[Input data]

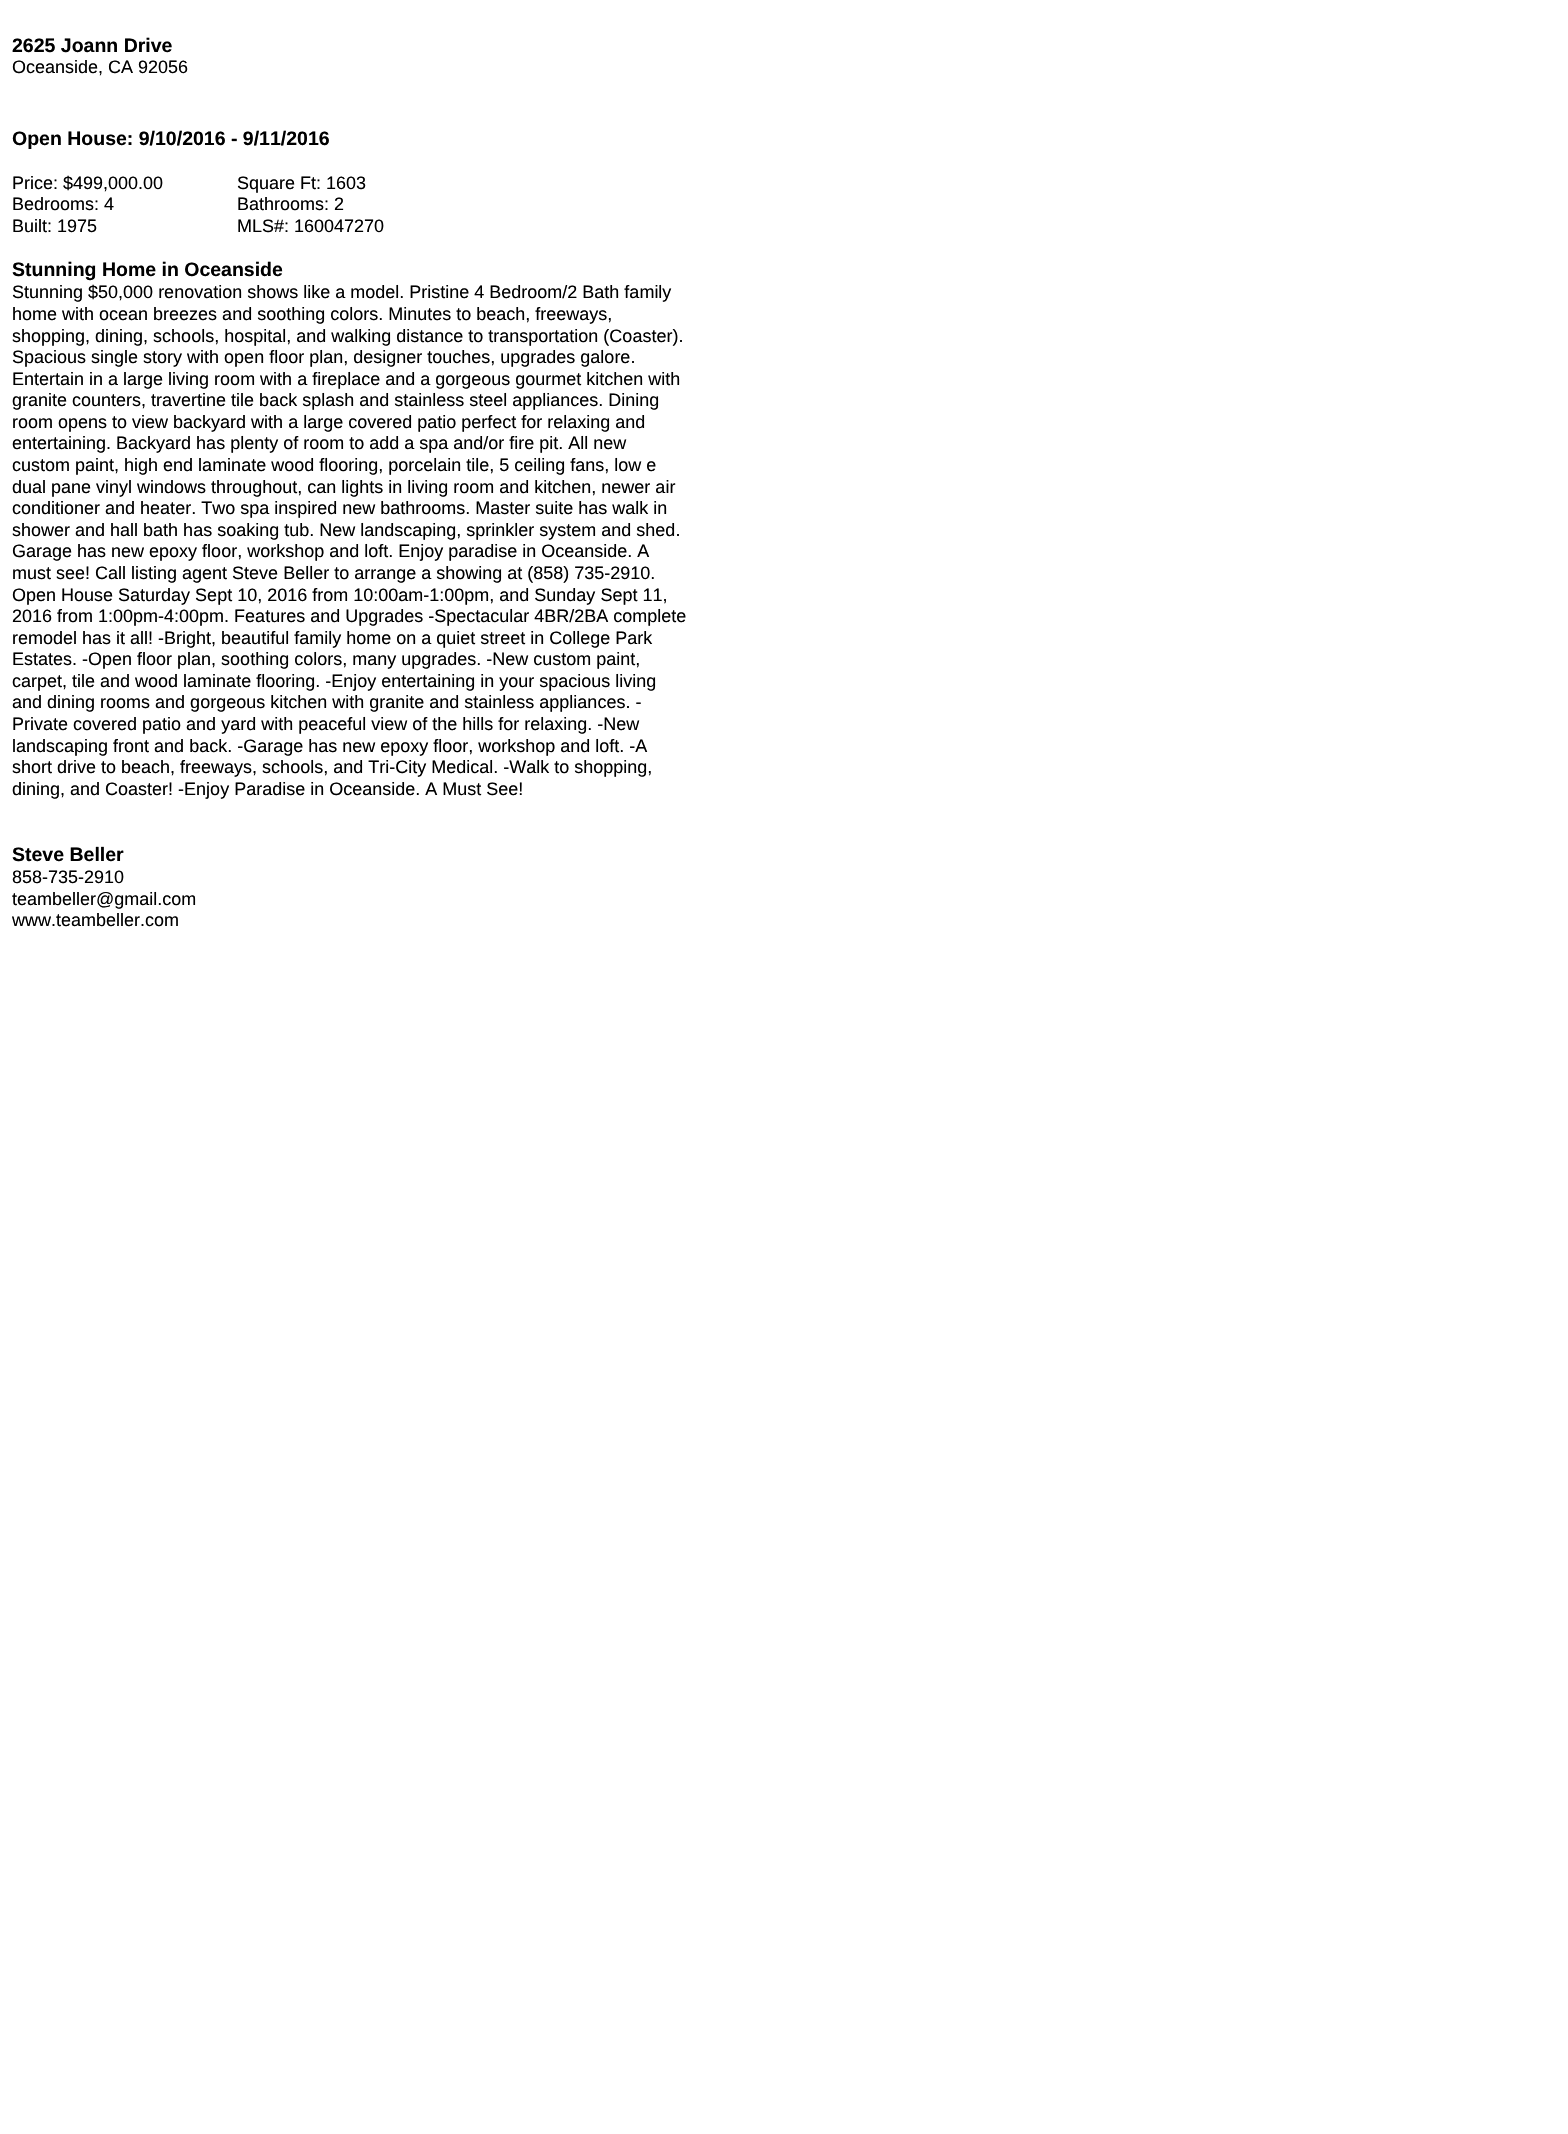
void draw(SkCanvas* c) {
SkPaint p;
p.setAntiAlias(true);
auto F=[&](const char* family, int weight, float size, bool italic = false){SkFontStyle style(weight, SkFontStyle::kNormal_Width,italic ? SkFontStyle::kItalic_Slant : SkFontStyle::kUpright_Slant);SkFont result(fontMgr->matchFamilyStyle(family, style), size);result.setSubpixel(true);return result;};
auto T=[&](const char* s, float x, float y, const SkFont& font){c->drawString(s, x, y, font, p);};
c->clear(0xffffffff);
auto f1 = F("Liberation Sans",700,19.5);
p.setColor(0xff000000);
T("2625 Joann Drive",12,52,f1);
auto f2 = F("Liberation Sans",400,18);
T("Oceanside, CA 92056",12,73,f2);
T("Open House: 9/10/2016 - 9/11/2016",12,145,f1);
T("Price: $499,000.00",12,189,f2);
T("Square Ft: 1603",237,189,f2);
T("Bedrooms: 4",12,210,f2);
T("Bathrooms: 2",237,210,f2);
T("Built: 1975",12,232,f2);
T("MLS#: 160047270",237,232,f2);
T("Stunning Home in Oceanside",12,276,f1);
T("Stunning $50,000 renovation shows like a model. Pristine 4 Bedroom/2 Bath family",12,298,f2);
T("home with ocean breezes and soothing colors. Minutes to beach, freeways,",12,320,f2);
T("shopping, dining, schools, hospital, and walking distance to transportation (Coaster).",12,342,f2);
T("Spacious single story with open floor plan, designer touches, upgrades galore.",12,363,f2);
T("Entertain in a large living room with a fireplace and a gorgeous gourmet kitchen with",12,385,f2);
T("granite counters, travertine tile back splash and stainless steel appliances. Dining",12,406,f2);
T("room opens to view backyard with a large covered patio perfect for relaxing and",12,428,f2);
T("entertaining. Backyard has plenty of room to add a spa and/or fire pit. All new",12,449,f2);
T("custom paint, high end laminate wood flooring, porcelain tile, 5 ceiling fans, low e",12,471,f2);
T("dual pane vinyl windows throughout, can lights in living room and kitchen, newer air",12,493,f2);
T("conditioner and heater. Two spa inspired new bathrooms. Master suite has walk in",12,514,f2);
T("shower and hall bath has soaking tub. New landscaping, sprinkler system and shed.",12,536,f2);
T("Garage has new epoxy floor, workshop and loft. Enjoy paradise in Oceanside. A",12,557,f2);
T("must see! Call listing agent Steve Beller to arrange a showing at (858) 735-2910.",12,579,f2);
T("Open House Saturday Sept 10, 2016 from 10:00am-1:00pm, and Sunday Sept 11,",12,601,f2);
T("2016 from 1:00pm-4:00pm. Features and Upgrades -Spectacular 4BR/2BA complete",12,622,f2);
T("remodel has it all! -Bright, beautiful family home on a quiet street in College Park",12,644,f2);
T("Estates. -Open floor plan, soothing colors, many upgrades. -New custom paint,",12,665,f2);
T("carpet, tile and wood laminate flooring. -Enjoy entertaining in your spacious living",12,687,f2);
T("and dining rooms and gorgeous kitchen with granite and stainless appliances. -",12,708,f2);
T("Private covered patio and yard with peaceful view of the hills for relaxing. -New",12,730,f2);
T("landscaping front and back. -Garage has new epoxy floor, workshop and loft. -A",12,752,f2);
T("short drive to beach, freeways, schools, and Tri-City Medical. -Walk to shopping,",12,773,f2);
T("dining, and Coaster! -Enjoy Paradise in Oceanside. A Must See!",12,795,f2);
T("Steve Beller",12,861,f1);
T("858-735-2910",12,883,f2);
T("teambeller@gmail.com",12,905,f2);
T("www.teambeller.com",12,926,f2);
}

[/Input data]

Prompt: Pictures are to be left out; the lines from the start of the records above through the line holding "p.setAntiAlias(true);" are to be returned exactly.

Response to the task:
void draw(SkCanvas* c) {
SkPaint p;
p.setAntiAlias(true);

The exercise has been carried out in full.